Chrome and Edge together have 75% of desktop browser marketshare. Safari has 9.4%. On mobile, however, Safari has 25% and even more on tablets thanks to the iPad.
Edge on Mac and Safari on mobile works for me. IMO you should use the browser(s) that work best for you.
It took some digging through all the settings but I’m not having any of the problems you mentioned. The only thing I wasn’t able to get rid of was the MS logo on the home page.
I use Safari on Mac (Ventura), iPhone, and iPad because it’s the best integrated into the Apple ecosystem. I’ve had few if any issues with compatibility, and it has the extensions I want.
I used Chrome exclusively until a few months ago, and the one thing I miss is the speed. In daily use Chrome felt faster, especially in page loading time.
I encounter daily papercuts while using Safari, with Tab Groups, performance, and stability.
Safari is still my primary browser for most things besides web dev. I’ve noticed Chromium-based browsers have a slight stutter when scrolling through pages, and Safari is buttery smooth.

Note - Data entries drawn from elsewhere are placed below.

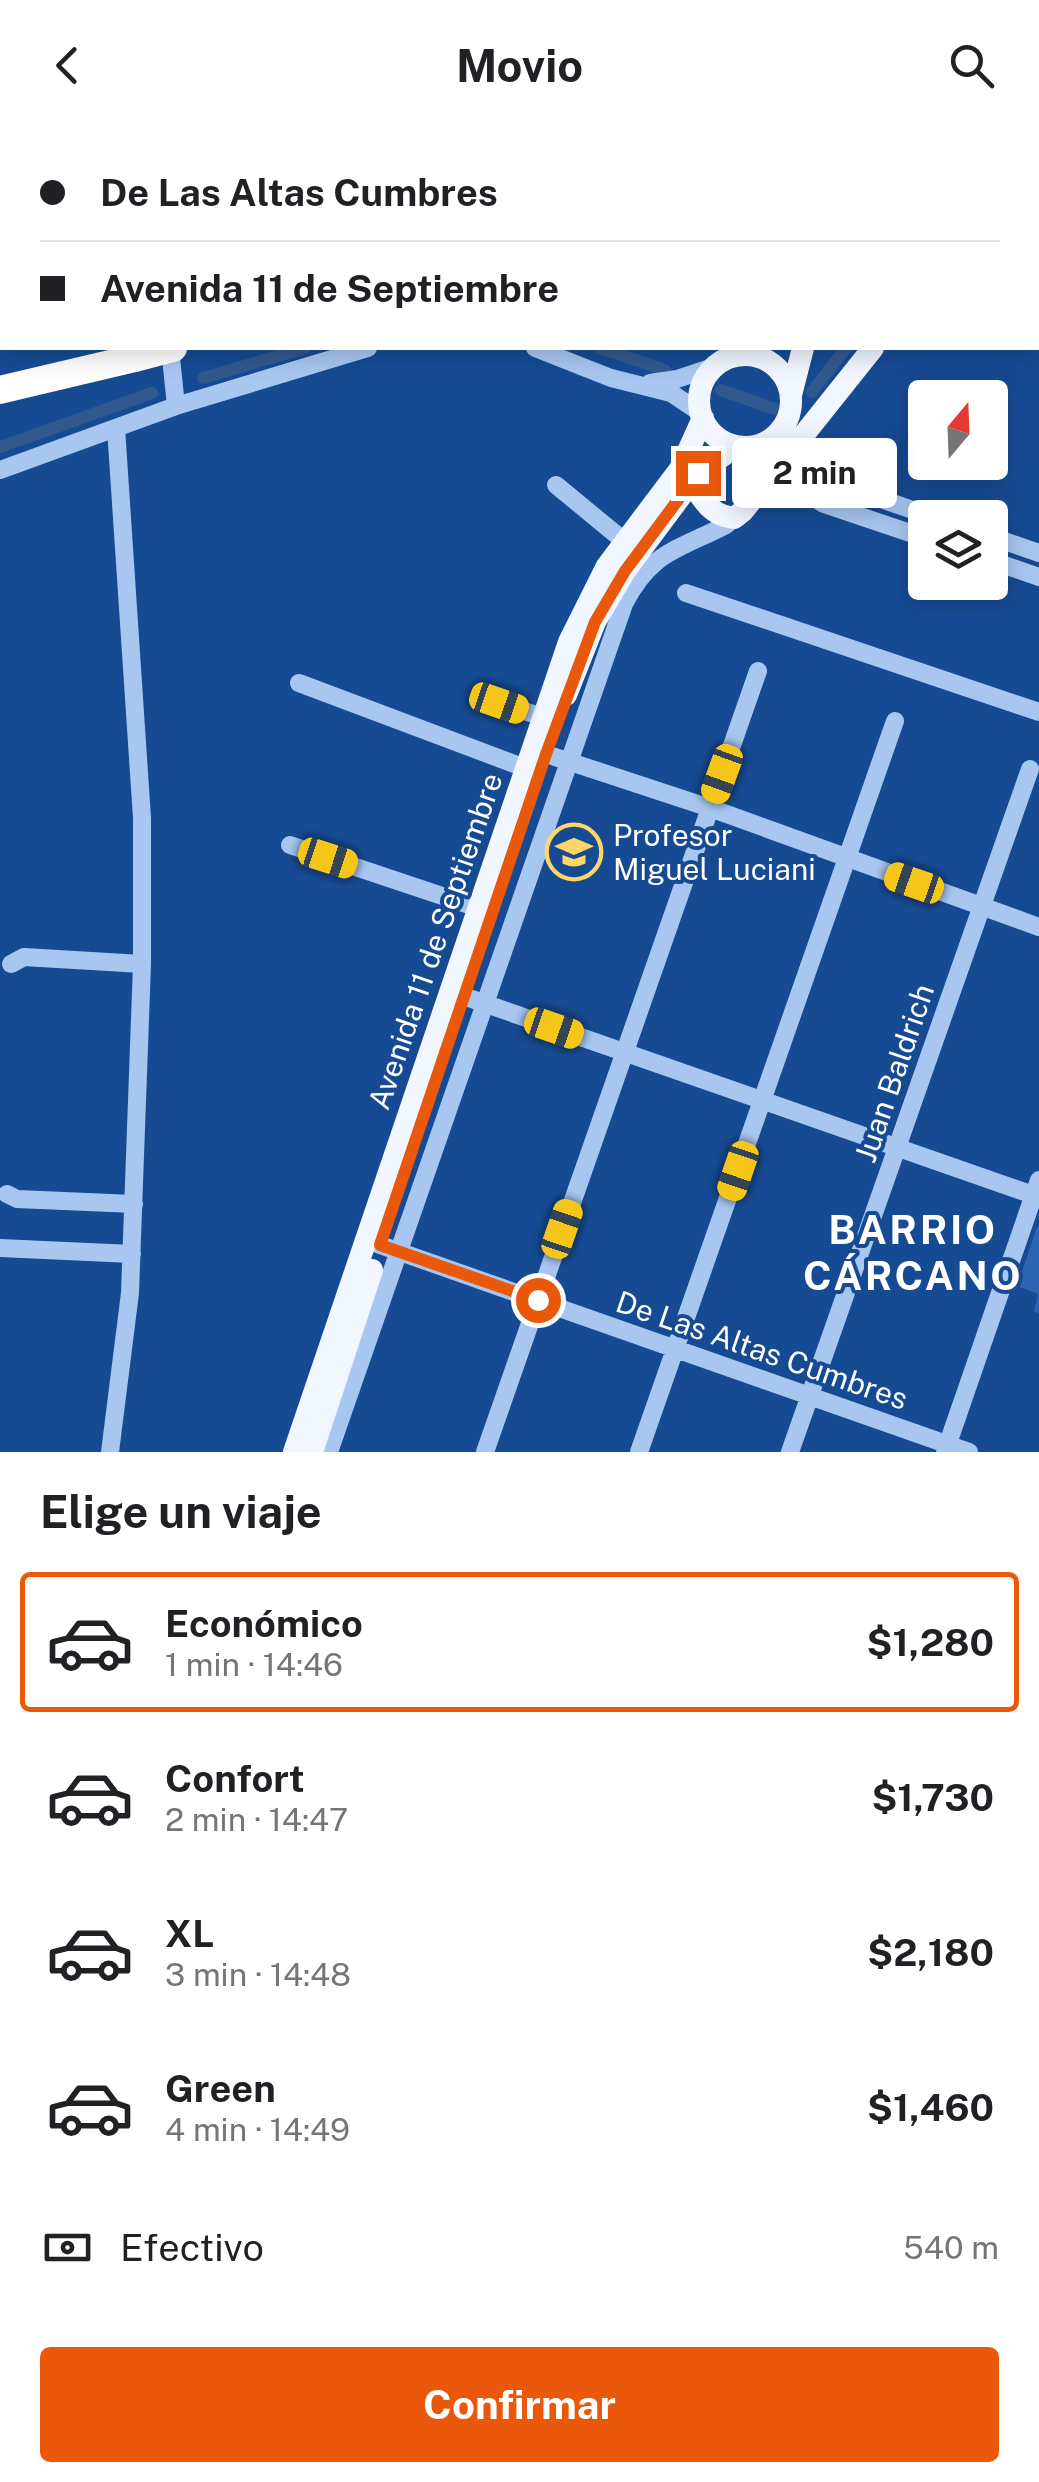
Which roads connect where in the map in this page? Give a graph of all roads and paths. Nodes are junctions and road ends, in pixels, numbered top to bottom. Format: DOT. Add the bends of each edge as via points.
graph roads {
  1 [pos="151,350"];
  2 [pos="171,350"];
  3 [pos="361,350"];
  4 [pos="540,350"];
  5 [pos="762,350"];
  6 [pos="803,350"];
  7 [pos="871,350"];
  8 [pos="122,353"];
  9 [pos="745,356"];
  10 [pos="716,366"];
  11 [pos="639,384"];
  12 [pos="0,389"];
  13 [pos="791,398"];
  14 [pos="176,406"];
  15 [pos="702,415"];
  16 [pos="116,428"];
  17 [pos="737,446"];
  18 [pos="790,454"];
  19 [pos="0,470"];
  20 [pos="774,474"];
  21 [pos="691,482"];
  22 [pos="556,485"];
  23 [pos="908,508"];
  24 [pos="734,518"];
  25 [pos="908,532"];
  26 [pos="624,541"];
  27 [pos="1008,542"];
  28 [pos="1039,553"];
  29 [pos="1008,566"];
  30 [pos="1039,577"];
  31 [pos="686,593"];
  32 [pos="758,672"];
  33 [pos="298,683"];
  34 [pos="499,703"];
  35 [pos="1039,712"];
  36 [pos="543,718"];
  37 [pos="895,721"];
  38 [pos="546,754"];
  39 [pos="572,761"];
  40 [pos="525,768"];
  41 [pos="1030,769"];
  42 [pos="710,808"];
  43 [pos="290,846"];
  44 [pos="847,860"];
  45 [pos="982,907"];
  46 [pos="478,908"];
  47 [pos="1039,927"];
  48 [pos="11,964"];
  49 [pos="142,964"];
  50 [pos="465,997"];
  51 [pos="624,1052"];
  52 [pos="762,1100"];
  53 [pos="897,1147"];
  54 [pos="1037,1190"];
  55 [pos="7,1194"];
  56 [pos="134,1204"];
  57 [pos="381,1245"];
  58 [pos="0,1248"];
  59 [pos="132,1254"];
  60 [pos="538,1300"];
  61 [pos="675,1348"];
  62 [pos="810,1396"];
  63 [pos="946,1448"];
  64 [pos="110,1452"];
  65 [pos="294,1452"];
  66 [pos="312,1452"];
  67 [pos="329,1452"];
  68 [pos="485,1452"];
  69 [pos="639,1452"];
  70 [pos="790,1452"];
  71 [pos="969,1452"];
  1 -- 8 [label="highway, bridge"];
  2 -- 14 [label="street"];
  3 -- 14 [label="street"];
  4 -- 11 [label="street"];
  5 -- 9 [label="main road"];
  6 -- 13 [label="main road"];
  7 -- 18 [label="main road"];
  8 -- 12 [label="highway"];
  9 -- 10 [label="main road"];
  9 -- 13 [label="main road" via="779,371"];
  10 -- 11 [label="street"];
  10 -- 15 [label="main road" via="702,388"];
  11 -- 15 [label="street" via="671,393"];
  13 -- 17 [label="main road" via="776,435"];
  14 -- 16 [label="street"];
  15 -- 17 [label="main road" via="716,436"];
  15 -- 26 [label="main road, Avenida 11 de Septiembre" via="689,454"];
  16 -- 19 [label="street"];
  16 -- 49 [label="street" via="142,818"];
  17 -- 21 [label="main road, Avenida 11 de Septiembre"];
  18 -- 20 [label="main road"];
  18 -- 23 [label="street" via="844,486"];
  20 -- 24 [label="main road"];
  20 -- 25 [label="street" via="824,504"];
  21 -- 24 [label="main road" via="709,510"];
  21 -- 38 [label="main road, Avenida 11 de Septiembre" via="609,594"];
  22 -- 26 [label="street"];
  24 -- 39 [label="street" via="658,557 631,590"];
  26 -- 36 [label="main road, Avenida 11 de Septiembre" via="580,617"];
  27 -- 28 [label="street"];
  29 -- 30 [label="street"];
  31 -- 35 [label="street"];
  32 -- 42 [label="street"];
  33 -- 40 [label="street"];
  34 -- 36 [label="street"];
  36 -- 40 [label="main road, Avenida 11 de Septiembre"];
  37 -- 44 [label="street"];
  38 -- 39 [label="street"];
  38 -- 50 [label="main road, Avenida 11 de Septiembre"];
  39 -- 42 [label="street"];
  39 -- 50 [label="street"];
  40 -- 46 [label="main road, Avenida 11 de Septiembre"];
  41 -- 45 [label="street, Juan Baldrich"];
  42 -- 44 [label="street"];
  42 -- 51 [label="street"];
  43 -- 46 [label="street"];
  44 -- 45 [label="street"];
  44 -- 52 [label="street"];
  45 -- 47 [label="street"];
  45 -- 53 [label="street, Juan Baldrich"];
  46 -- 50 [label="main road, Avenida 11 de Septiembre"];
  48 -- 49 [label="street" via="24,957"];
  49 -- 56 [label="street"];
  50 -- 51 [label="street"];
  50 -- 57 [label="main road, Avenida 11 de Septiembre"];
  50 -- 57 [label="street"];
  51 -- 52 [label="street"];
  51 -- 60 [label="street"];
  52 -- 53 [label="street"];
  52 -- 61 [label="street"];
  53 -- 54 [label="street"];
  53 -- 62 [label="street, Juan Baldrich"];
  54 -- 63 [label="street"];
  55 -- 56 [label="street"];
  56 -- 59 [label="street"];
  57 -- 60 [label="street, De Las Altas Cumbres"];
  57 -- 65 [label="main road, Avenida 11 de Septiembre"];
  57 -- 66 [label="main road, Avenida 11 de Septiembre"];
  57 -- 67 [label="street"];
  58 -- 59 [label="street"];
  59 -- 64 [label="street"];
  60 -- 61 [label="street, De Las Altas Cumbres"];
  60 -- 68 [label="street"];
  61 -- 62 [label="street, De Las Altas Cumbres"];
  61 -- 69 [label="street"];
  62 -- 63 [label="street, De Las Altas Cumbres"];
  62 -- 70 [label="street, Juan Baldrich"];
  63 -- 71 [label="street, De Las Altas Cumbres"];
}
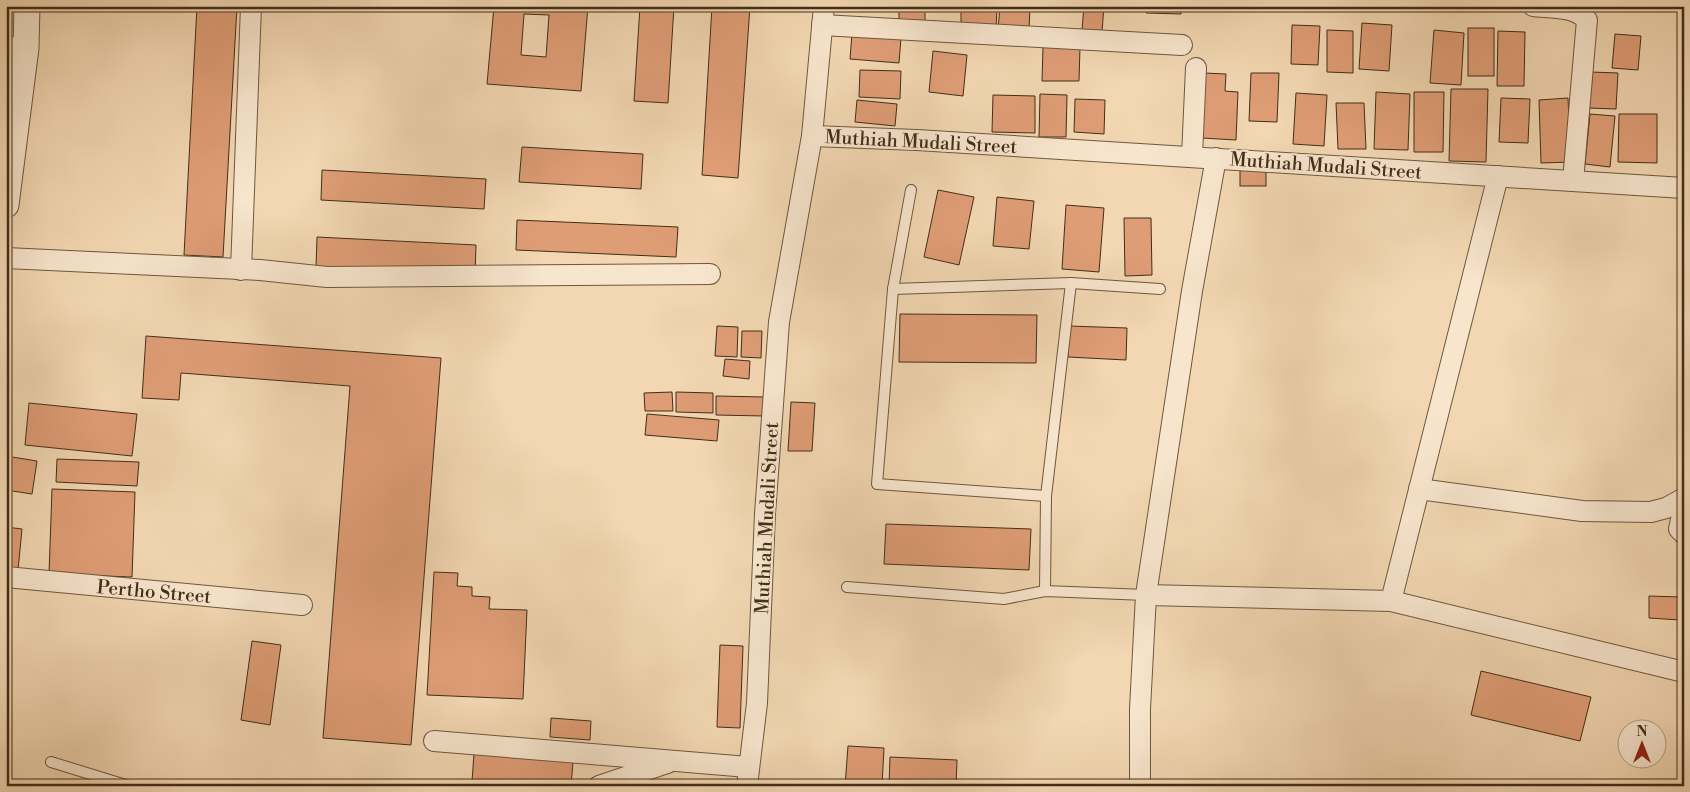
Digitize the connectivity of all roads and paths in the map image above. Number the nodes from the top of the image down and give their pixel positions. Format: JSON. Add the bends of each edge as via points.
{"nodes":[{"id":1,"x":27,"y":6,"type":"edge"},
{"id":2,"x":252,"y":6,"type":"edge"},
{"id":3,"x":1533,"y":6,"type":"edge"},
{"id":4,"x":823,"y":16,"type":"edge"},
{"id":5,"x":1182,"y":45,"type":"dead end"},
{"id":6,"x":16,"y":48,"type":"edge"},
{"id":7,"x":1196,"y":68,"type":"dead end"},
{"id":8,"x":812,"y":136,"type":"junction"},
{"id":9,"x":1192,"y":156,"type":"junction"},
{"id":10,"x":1216,"y":158,"type":"junction"},
{"id":11,"x":1498,"y":176,"type":"junction"},
{"id":12,"x":1572,"y":180,"type":"junction"},
{"id":13,"x":1684,"y":188,"type":"edge"},
{"id":14,"x":911,"y":190,"type":"dead end"},
{"id":15,"x":6,"y":205,"type":"edge"},
{"id":16,"x":6,"y":258,"type":"edge"},
{"id":17,"x":241,"y":270,"type":"junction"},
{"id":18,"x":710,"y":274,"type":"dead end"},
{"id":19,"x":1071,"y":283,"type":"junction"},
{"id":20,"x":893,"y":289,"type":"junction"},
{"id":21,"x":1160,"y":289,"type":"dead end"},
{"id":22,"x":1419,"y":489,"type":"junction"},
{"id":23,"x":1046,"y":496,"type":"junction"},
{"id":24,"x":1684,"y":498,"type":"edge"},
{"id":25,"x":1684,"y":504,"type":"edge"},
{"id":26,"x":1684,"y":534,"type":"edge"},
{"id":27,"x":6,"y":577,"type":"edge"},
{"id":28,"x":847,"y":587,"type":"dead end"},
{"id":29,"x":1045,"y":591,"type":"junction"},
{"id":30,"x":1146,"y":595,"type":"junction"},
{"id":31,"x":1391,"y":601,"type":"junction"},
{"id":32,"x":302,"y":605,"type":"dead end"},
{"id":33,"x":1684,"y":672,"type":"edge"},
{"id":34,"x":434,"y":740,"type":"dead end"},
{"id":35,"x":676,"y":760,"type":"junction"},
{"id":36,"x":51,"y":762,"type":"dead end"},
{"id":37,"x":747,"y":777,"type":"edge"},
{"id":38,"x":129,"y":786,"type":"edge"},
{"id":39,"x":599,"y":786,"type":"edge"},
{"id":40,"x":1140,"y":786,"type":"edge"}],
"edges":[{"from":1,"to":6,"type":"street"},
{"from":2,"to":17,"type":"street"},
{"from":3,"to":12,"type":"street","via":[[1570,10],[1581,13],[1587,20]]},
{"from":4,"to":5,"type":"street"},
{"from":4,"to":8,"type":"street"},
{"from":6,"to":15,"type":"street"},
{"from":7,"to":9,"type":"street"},
{"from":8,"to":9,"type":"street","name":"Muthiah Mudali Street"},
{"from":8,"to":37,"type":"street","name":"Muthiah Mudali Street","via":[[778,322],[757,704]]},
{"from":9,"to":10,"type":"street","name":"Muthiah Mudali Street"},
{"from":10,"to":11,"type":"street","name":"Muthiah Mudali Street"},
{"from":10,"to":30,"type":"street","via":[[1192,291]]},
{"from":11,"to":12,"type":"street","name":"Muthiah Mudali Street"},
{"from":11,"to":22,"type":"street"},
{"from":12,"to":13,"type":"street","name":"Muthiah Mudali Street"},
{"from":14,"to":20,"type":"lane"},
{"from":16,"to":17,"type":"street"},
{"from":17,"to":18,"type":"street","via":[[326,277]]},
{"from":19,"to":20,"type":"lane"},
{"from":19,"to":21,"type":"lane"},
{"from":19,"to":23,"type":"lane"},
{"from":20,"to":23,"type":"lane","via":[[877,484]]},
{"from":22,"to":24,"type":"street","via":[[1582,511],[1651,512]]},
{"from":22,"to":31,"type":"street"},
{"from":23,"to":29,"type":"lane"},
{"from":25,"to":26,"type":"street","via":[[1679,529]]},
{"from":27,"to":32,"type":"street","name":"Pertho Street"},
{"from":28,"to":29,"type":"lane","via":[[1004,599]]},
{"from":29,"to":30,"type":"lane"},
{"from":30,"to":31,"type":"street"},
{"from":30,"to":40,"type":"street"},
{"from":31,"to":33,"type":"street"},
{"from":34,"to":35,"type":"street"},
{"from":35,"to":37,"type":"street"},
{"from":35,"to":39,"type":"street"},
{"from":36,"to":38,"type":"lane"}]}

Edge was great when it first came out, but MS has slowly been filling it with new junk on every release. Sidebars are the new toolbars, there’s popups for new garbage I don’t care about, and there’s a bug where clicking the window to refocus the browser doesn’t focus the viewport, so I have to click the titlebar.
I had hope for Vivaldi, as a fan of Opera when the rendering engine was Presto, but the UI is laggy, and the window gets cut off when I switch from external monitor to laptop screen.
I have been having a few problems with safari recently. It just stops responding at times, and some of the extensions just don’t work, or don’t even appear in the taskbar.
Edge is proving to be great, You can turn off all the fluff if you need - mine goes to a completely different start page to the horrible Microsoft one. I love the fact that tab groups actually work. I like the implementation of the sidebar app - they sort of take up half a page. A quick look at them and pop it away - great for productivity. I also love the vertical tabs.
More recently I got on the beta testing for Arc https://arc.net. That is quite a different take on the browser. It still feels a bit “beta” and takes some getting used to, but I am enjoying it.
I feel like Safari is lagging at the moment, and it is drifting a little. It has seen no real user-facing innovation for a while; for example, Orion built on the same platform allows some Firefox and Chrome extensions.
I do wonder if they have become a bit lazy with some of their applications - perhaps that is for the Contrary Opinions thread Here
Has Apple become lazy with their applications? I don’t know. Historically, most of the company’s applications have merely been “good enough for most people.” It’s unusual for them to be best at anything in application development.
I use Safari most of the time, and Firefox on sites that don’t like Safari. Safari is good enough.
Or is it just that Google Chrome has grabbed the ball and run with their ideas for a new application-enabled web, with past web browser standards and compatibility be damned?
I wasn’t really referring to the application enabled standards and compatibility. I was trying to be careful about the way I described it - I was referring to the user side rather than the web standards. It is also why I mentioned Orion - a webkit based browser. Edge’s little innovative quality of life tweaks are really useful - I don’t believe any of those I have mentioned are breaking any web standards. They are just making it easy for me to be productive in a browser.
I get that completely. I understand that Apple has a new mass audience, but I am not sure being adequate is the experience they should be looking for.
I don’t agree it was/is always the case. Aperture was I believe one of the best applications in its class. We were left with photos. Logic and Final Cut are still go-to applications for many professionals. Keynote in its day was far far ahead of Powerpoint. It still renders better but when compared to some of the new presentation software around it is really showing its age. For a great experience just go and try to build a quick presentation in Beautiful.ai Here.
Iwork was amazing when launched, iDVD was wonderful. Itunes a revelation. When I started using a Mac in c 2003 I was blown away by the quality of their everyday software - now, for me at least, that is now longer the case. With the exception of some of their pro software the rest leaves me underwhelmed, most of it feels at least 5 to 10 years old. Of course YMMV.
I try Safari every now and then and like it a lot. My problem is that I won’t use a browser without uBlock origin and won’t use Chrome. That’s the reason why i end up back at Firefox every time.